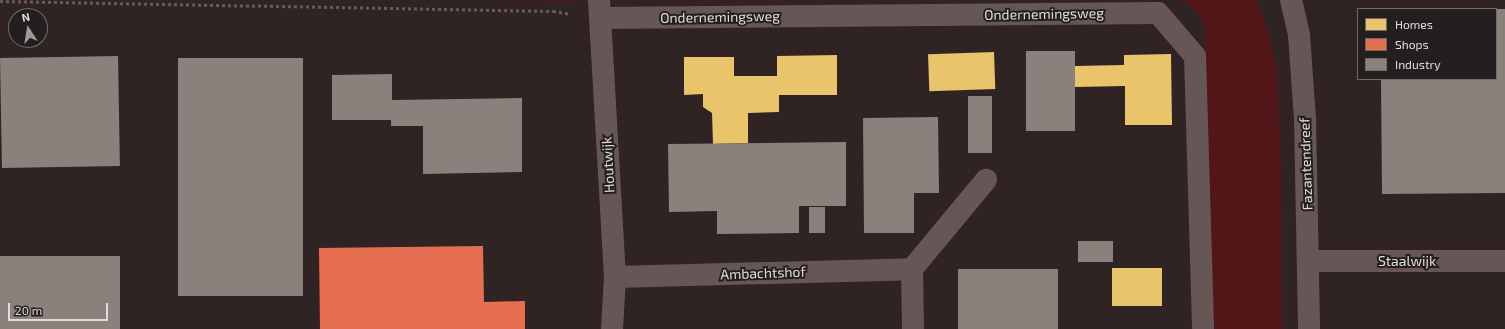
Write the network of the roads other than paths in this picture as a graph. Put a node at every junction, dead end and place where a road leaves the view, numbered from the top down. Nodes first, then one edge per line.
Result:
1 (1291, 0) edge
2 (599, 9) edge
3 (986, 180) dead end
4 (1309, 261) junction
5 (1505, 261) edge
6 (912, 269) junction
7 (615, 278) junction
8 (612, 329) edge
9 (913, 329) edge
10 (1203, 329) edge
11 (1309, 329) edge

1 - 4 street, Fazantendreef
2 - 7 street, Houtwijk
2 - 10 street, Ondernemingsweg
3 - 6 street
4 - 5 street, Staalwijk
4 - 11 street, Fazantendreef
6 - 7 street, Ambachtshof
6 - 9 street
7 - 8 street, Houtwijk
# # # # #
Please output the material above unchanged, apart from removing the pictures.

Write the network of the roads other than paths in this picture as a graph. Put a node at every junction, dead end and place where a road leaves the view, numbered from the top down. Nodes first, then one edge per line.
Result:
1 (1291, 0) edge
2 (599, 9) edge
3 (986, 180) dead end
4 (1309, 261) junction
5 (1505, 261) edge
6 (912, 269) junction
7 (615, 278) junction
8 (612, 329) edge
9 (913, 329) edge
10 (1203, 329) edge
11 (1309, 329) edge

1 - 4 street, Fazantendreef
2 - 7 street, Houtwijk
2 - 10 street, Ondernemingsweg
3 - 6 street
4 - 5 street, Staalwijk
4 - 11 street, Fazantendreef
6 - 7 street, Ambachtshof
6 - 9 street
7 - 8 street, Houtwijk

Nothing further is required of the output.